Start of Block

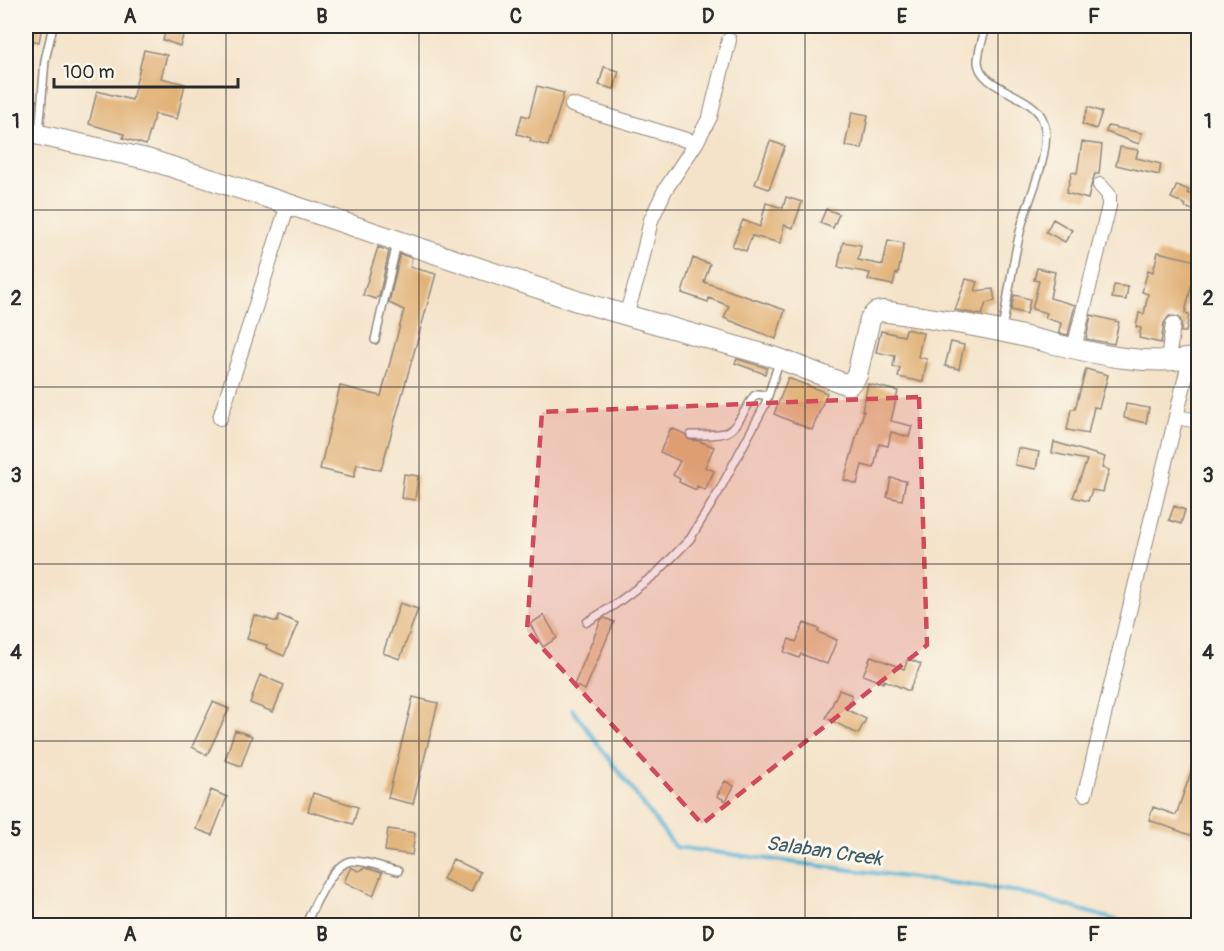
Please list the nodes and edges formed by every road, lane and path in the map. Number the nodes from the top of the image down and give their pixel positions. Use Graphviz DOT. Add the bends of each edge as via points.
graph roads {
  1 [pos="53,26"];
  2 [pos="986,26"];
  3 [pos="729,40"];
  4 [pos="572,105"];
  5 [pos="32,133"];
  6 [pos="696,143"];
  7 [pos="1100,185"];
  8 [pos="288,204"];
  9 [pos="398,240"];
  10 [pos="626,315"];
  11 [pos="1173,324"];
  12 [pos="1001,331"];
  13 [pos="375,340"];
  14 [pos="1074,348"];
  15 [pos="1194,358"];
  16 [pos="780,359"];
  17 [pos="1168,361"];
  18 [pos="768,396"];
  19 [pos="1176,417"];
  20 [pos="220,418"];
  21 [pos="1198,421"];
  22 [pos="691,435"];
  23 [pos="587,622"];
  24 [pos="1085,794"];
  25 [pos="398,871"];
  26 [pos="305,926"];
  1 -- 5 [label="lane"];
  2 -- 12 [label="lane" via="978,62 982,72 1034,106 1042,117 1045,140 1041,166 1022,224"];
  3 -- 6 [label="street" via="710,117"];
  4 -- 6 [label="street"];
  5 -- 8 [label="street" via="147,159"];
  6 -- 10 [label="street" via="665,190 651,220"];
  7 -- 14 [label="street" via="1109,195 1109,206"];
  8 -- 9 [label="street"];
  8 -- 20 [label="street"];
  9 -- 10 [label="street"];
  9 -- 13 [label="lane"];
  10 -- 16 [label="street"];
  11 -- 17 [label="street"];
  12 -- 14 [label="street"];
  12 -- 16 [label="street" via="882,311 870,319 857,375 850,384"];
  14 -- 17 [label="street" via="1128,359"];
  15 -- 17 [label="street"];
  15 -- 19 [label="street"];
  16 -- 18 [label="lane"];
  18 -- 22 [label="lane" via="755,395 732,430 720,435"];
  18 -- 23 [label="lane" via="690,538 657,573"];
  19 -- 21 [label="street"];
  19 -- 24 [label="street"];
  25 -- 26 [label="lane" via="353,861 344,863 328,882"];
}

End of Block

**Problem**
Drop every picture, then write out the remaining entries above exactly as they appear.

**Task result**
Please list the nodes and edges formed by every road, lane and path in the map. Number the nodes from the top of the image down and give their pixel positions. Use Graphviz DOT. Add the bends of each edge as via points.
graph roads {
  1 [pos="53,26"];
  2 [pos="986,26"];
  3 [pos="729,40"];
  4 [pos="572,105"];
  5 [pos="32,133"];
  6 [pos="696,143"];
  7 [pos="1100,185"];
  8 [pos="288,204"];
  9 [pos="398,240"];
  10 [pos="626,315"];
  11 [pos="1173,324"];
  12 [pos="1001,331"];
  13 [pos="375,340"];
  14 [pos="1074,348"];
  15 [pos="1194,358"];
  16 [pos="780,359"];
  17 [pos="1168,361"];
  18 [pos="768,396"];
  19 [pos="1176,417"];
  20 [pos="220,418"];
  21 [pos="1198,421"];
  22 [pos="691,435"];
  23 [pos="587,622"];
  24 [pos="1085,794"];
  25 [pos="398,871"];
  26 [pos="305,926"];
  1 -- 5 [label="lane"];
  2 -- 12 [label="lane" via="978,62 982,72 1034,106 1042,117 1045,140 1041,166 1022,224"];
  3 -- 6 [label="street" via="710,117"];
  4 -- 6 [label="street"];
  5 -- 8 [label="street" via="147,159"];
  6 -- 10 [label="street" via="665,190 651,220"];
  7 -- 14 [label="street" via="1109,195 1109,206"];
  8 -- 9 [label="street"];
  8 -- 20 [label="street"];
  9 -- 10 [label="street"];
  9 -- 13 [label="lane"];
  10 -- 16 [label="street"];
  11 -- 17 [label="street"];
  12 -- 14 [label="street"];
  12 -- 16 [label="street" via="882,311 870,319 857,375 850,384"];
  14 -- 17 [label="street" via="1128,359"];
  15 -- 17 [label="street"];
  15 -- 19 [label="street"];
  16 -- 18 [label="lane"];
  18 -- 22 [label="lane" via="755,395 732,430 720,435"];
  18 -- 23 [label="lane" via="690,538 657,573"];
  19 -- 21 [label="street"];
  19 -- 24 [label="street"];
  25 -- 26 [label="lane" via="353,861 344,863 328,882"];
}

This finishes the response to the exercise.